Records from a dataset
=== Section Start ===

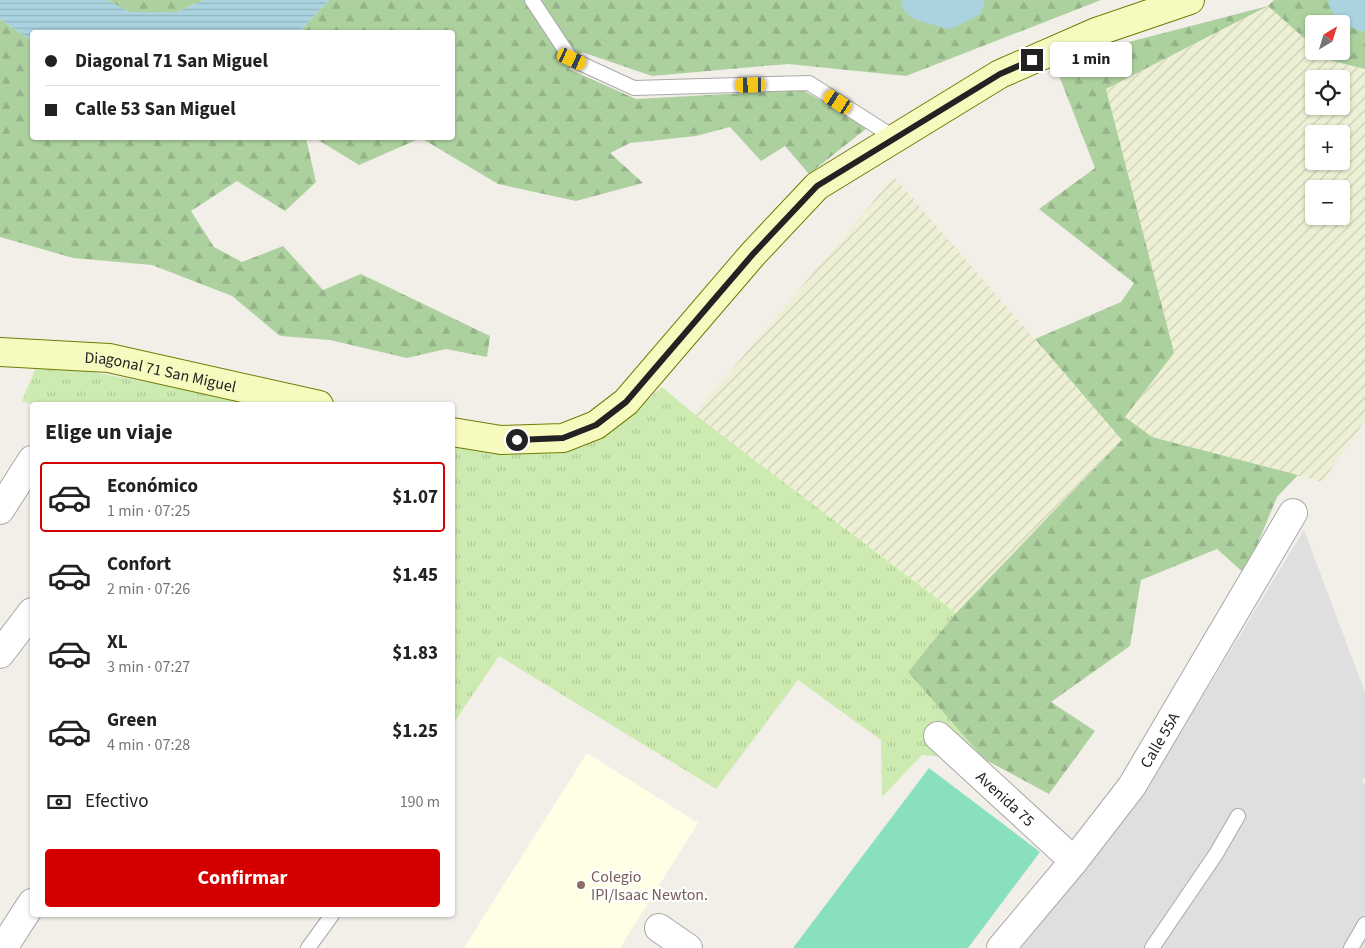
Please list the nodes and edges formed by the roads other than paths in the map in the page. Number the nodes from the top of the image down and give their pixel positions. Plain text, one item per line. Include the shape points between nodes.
1 (532, 0) edge
2 (1190, 0) edge
3 (895, 138) junction
4 (0, 352) edge
5 (306, 402) edge
6 (455, 432) edge
7 (30, 463) edge
8 (0, 510) edge
9 (1293, 513) dead end
10 (30, 615) edge
11 (0, 654) edge
12 (938, 736) dead end
13 (1238, 816) dead end
14 (1074, 861) junction
15 (30, 906) edge
16 (331, 917) edge
17 (1365, 924) edge
18 (659, 928) dead end
19 (3, 948) edge
20 (308, 948) edge
21 (688, 948) edge
22 (1001, 948) edge
23 (1152, 948) edge
24 (1351, 948) edge

1 - 3 lane via 572,59 634,88 810,84
2 - 3 main road via 1096,32 1000,74
3 - 6 main road via 817,186 753,254 626,402 596,425 563,438 501,440
4 - 5 main road, Diagonal 71 San Miguel via 109,358
7 - 8 street
9 - 14 street, Calle 55A via 1132,786
10 - 11 street
12 - 14 street, Avenida 75
13 - 23 lane
14 - 22 street, Calle 55A
15 - 19 street
16 - 20 lane
17 - 24 lane
18 - 21 street

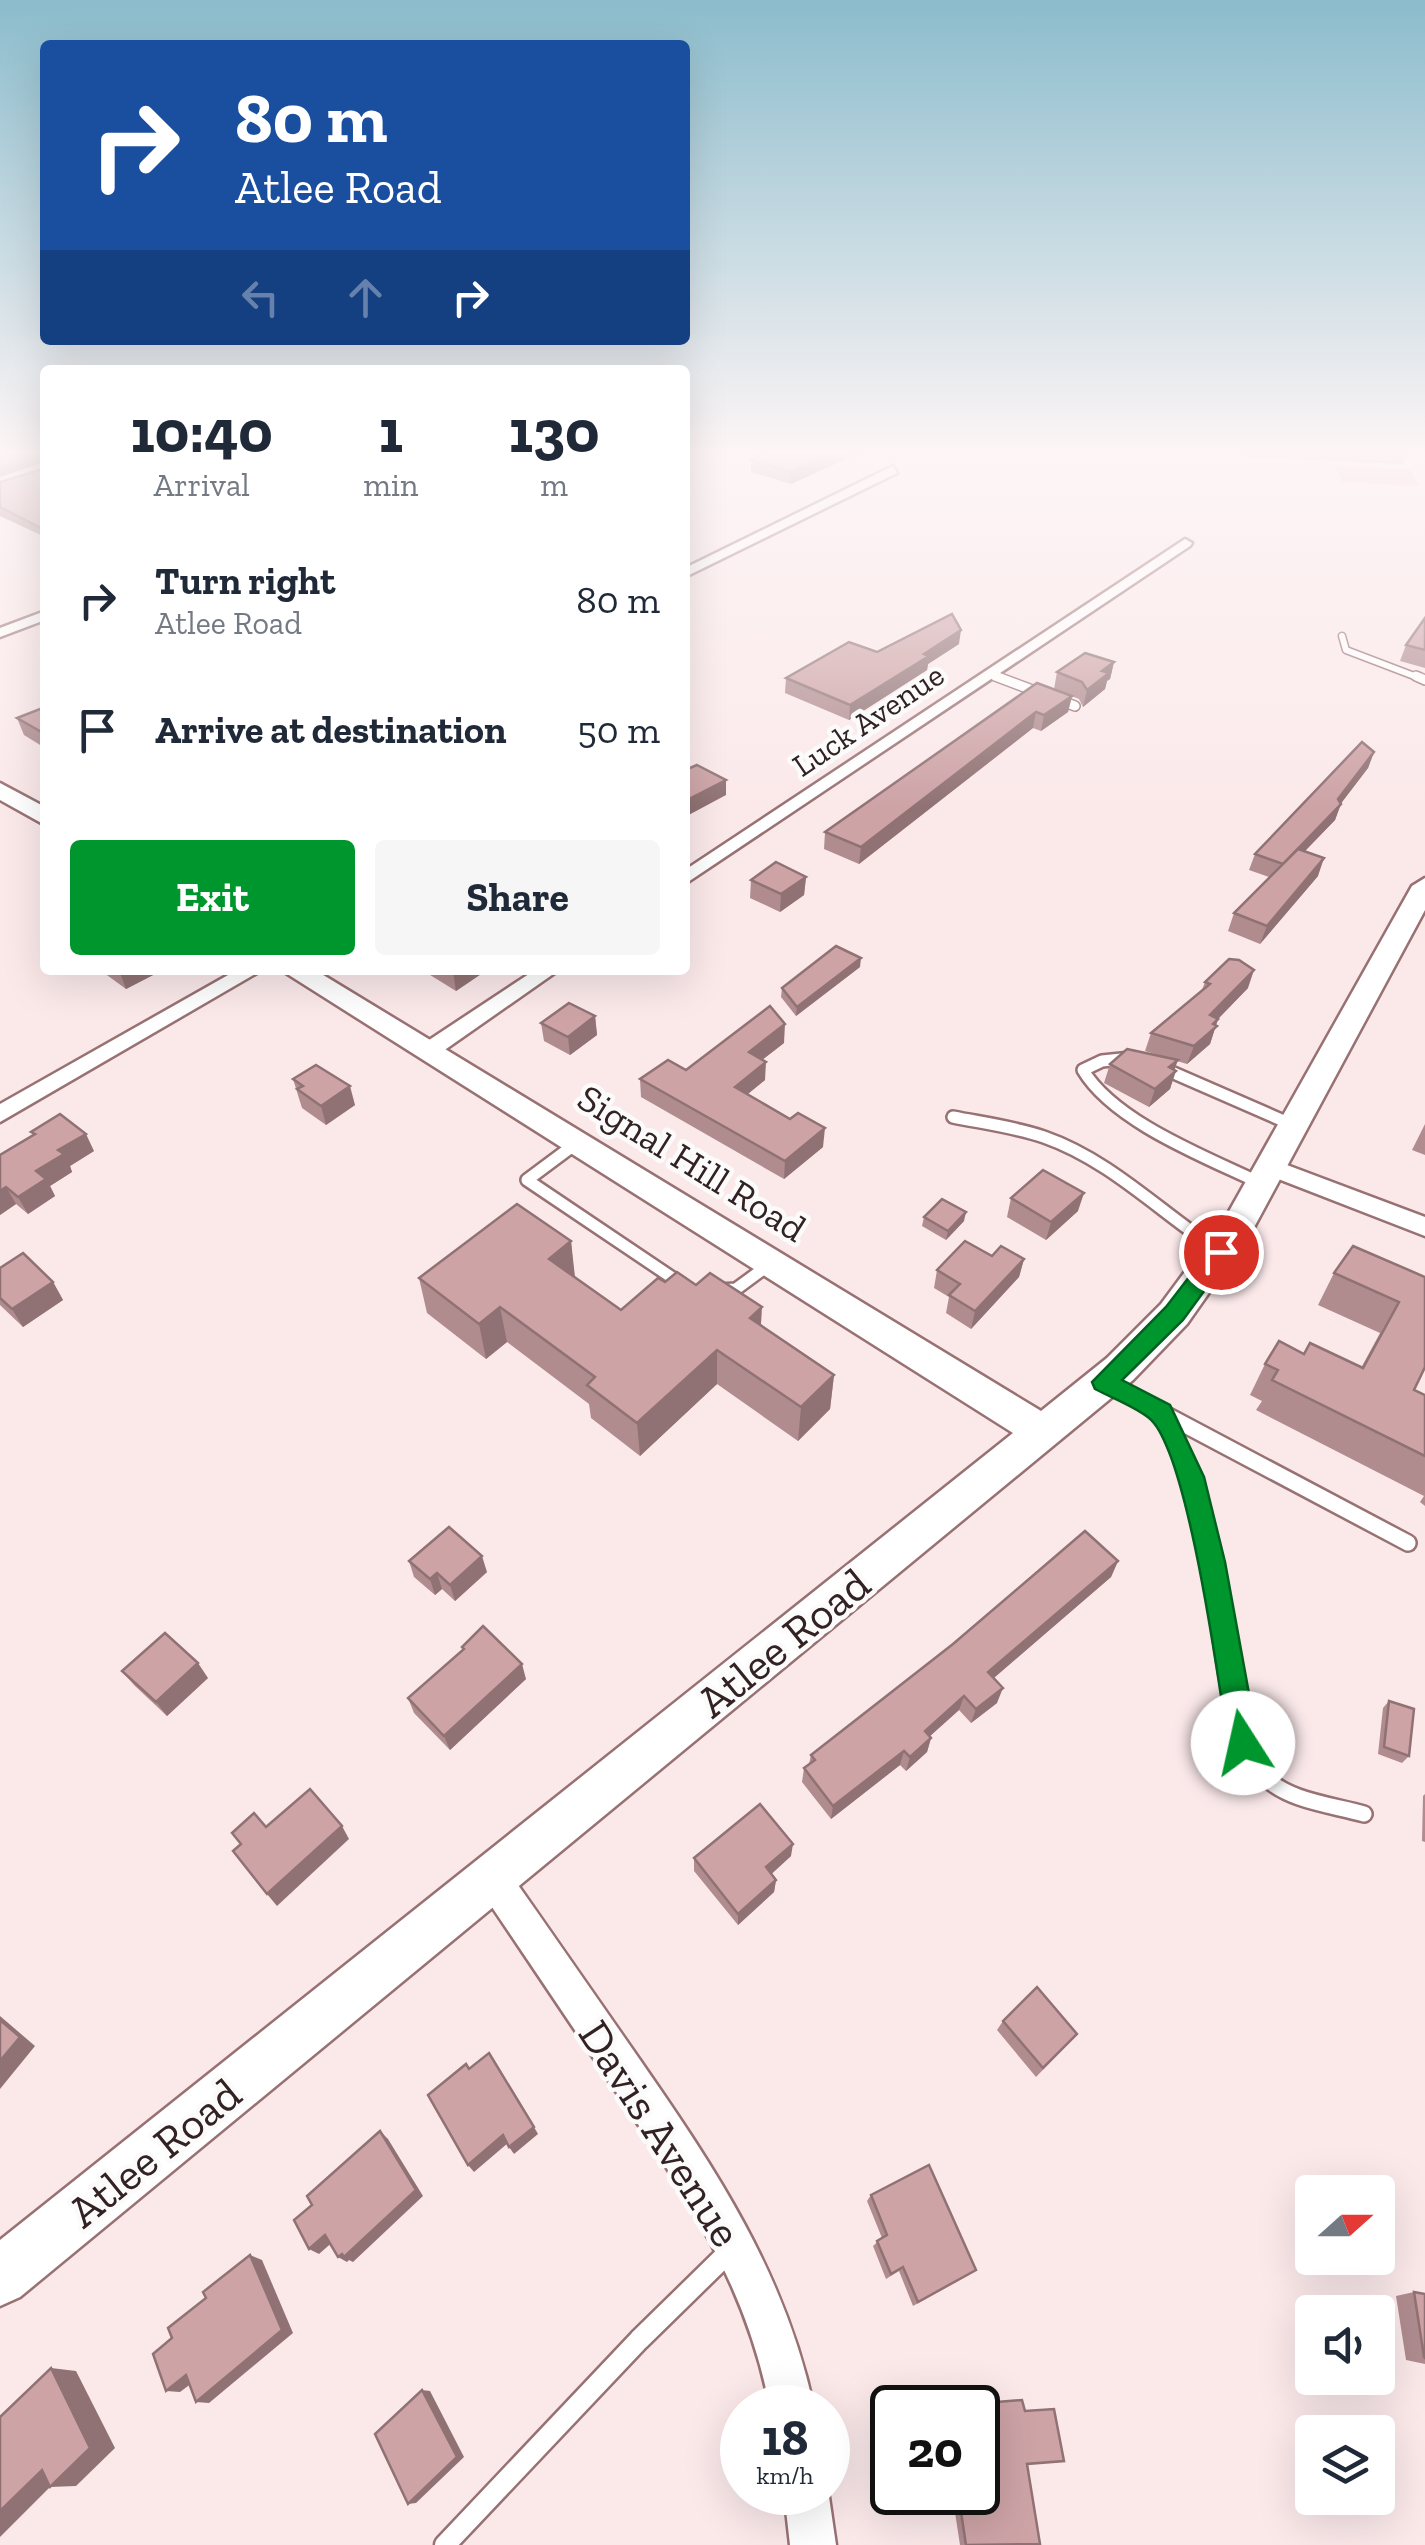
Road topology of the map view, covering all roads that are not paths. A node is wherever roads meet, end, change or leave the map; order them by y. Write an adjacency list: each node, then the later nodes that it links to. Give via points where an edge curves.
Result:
1 (1148, 569): 5 (street, Luck Avenue)
2 (40, 617): 3 (street)
3 (0, 633)
4 (1342, 636): 6 (lane, via 1346,650)
5 (990, 674): 7 (lane); 10 (street, Luck Avenue)
6 (1425, 680)
7 (1075, 706)
8 (0, 790): 9 (main road)
9 (40, 815)
10 (690, 875)
11 (1425, 886): 18 (main road, Atlee Road)
12 (243, 975): 16 (street)
13 (303, 975): 15 (main road, Signal Hill Road)
14 (541, 975): 15 (street)
15 (428, 1051): 19 (main road, Signal Hill Road)
16 (0, 1114)
17 (953, 1117): 22 (lane, via 1042,1136 1084,1155)
18 (1294, 1125): 20 (main road, Atlee Road); 20 (lane, via 1129,1057 1083,1070 1096,1093 1180,1143)
19 (578, 1142): 23 (main road, Signal Hill Road); 23 (lane, via 527,1180 680,1284 736,1288)
20 (1267, 1176): 21 (street); 22 (main road, Atlee Road)
21 (1425, 1227)
22 (1221, 1252): 24 (main road, Atlee Road, via 1174,1314)
23 (772, 1263): 26 (main road, Signal Hill Road)
24 (1104, 1382): 25 (lane); 26 (main road, Atlee Road)
25 (1161, 1412): 27 (lane); 28 (lane, via 1191,1477 1206,1535 1243,1743 1265,1776)
26 (1043, 1432): 29 (main road, Atlee Road)
27 (1408, 1543)
28 (1364, 1814)
29 (492, 1876): 30 (street, Davis Avenue, via 708,2192); 31 (main road, Atlee Road)
30 (736, 2244): 32 (street, Davis Avenue, via 776,2338); 34 (lane)
31 (0, 2277)
32 (787, 2385)
33 (809, 2515): 35 (street)
34 (445, 2545)
35 (813, 2545)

=== Section End ===

The line containing "Road topology of" marks the start; retype it and each line after it through the end of the records above, exactly.

Road topology of the map view, covering all roads that are not paths. A node is wherever roads meet, end, change or leave the map; order them by y. Write an adjacency list: each node, then the later nodes that it links to. Give via points where an edge curves.
Result:
1 (1148, 569): 5 (street, Luck Avenue)
2 (40, 617): 3 (street)
3 (0, 633)
4 (1342, 636): 6 (lane, via 1346,650)
5 (990, 674): 7 (lane); 10 (street, Luck Avenue)
6 (1425, 680)
7 (1075, 706)
8 (0, 790): 9 (main road)
9 (40, 815)
10 (690, 875)
11 (1425, 886): 18 (main road, Atlee Road)
12 (243, 975): 16 (street)
13 (303, 975): 15 (main road, Signal Hill Road)
14 (541, 975): 15 (street)
15 (428, 1051): 19 (main road, Signal Hill Road)
16 (0, 1114)
17 (953, 1117): 22 (lane, via 1042,1136 1084,1155)
18 (1294, 1125): 20 (main road, Atlee Road); 20 (lane, via 1129,1057 1083,1070 1096,1093 1180,1143)
19 (578, 1142): 23 (main road, Signal Hill Road); 23 (lane, via 527,1180 680,1284 736,1288)
20 (1267, 1176): 21 (street); 22 (main road, Atlee Road)
21 (1425, 1227)
22 (1221, 1252): 24 (main road, Atlee Road, via 1174,1314)
23 (772, 1263): 26 (main road, Signal Hill Road)
24 (1104, 1382): 25 (lane); 26 (main road, Atlee Road)
25 (1161, 1412): 27 (lane); 28 (lane, via 1191,1477 1206,1535 1243,1743 1265,1776)
26 (1043, 1432): 29 (main road, Atlee Road)
27 (1408, 1543)
28 (1364, 1814)
29 (492, 1876): 30 (street, Davis Avenue, via 708,2192); 31 (main road, Atlee Road)
30 (736, 2244): 32 (street, Davis Avenue, via 776,2338); 34 (lane)
31 (0, 2277)
32 (787, 2385)
33 (809, 2515): 35 (street)
34 (445, 2545)
35 (813, 2545)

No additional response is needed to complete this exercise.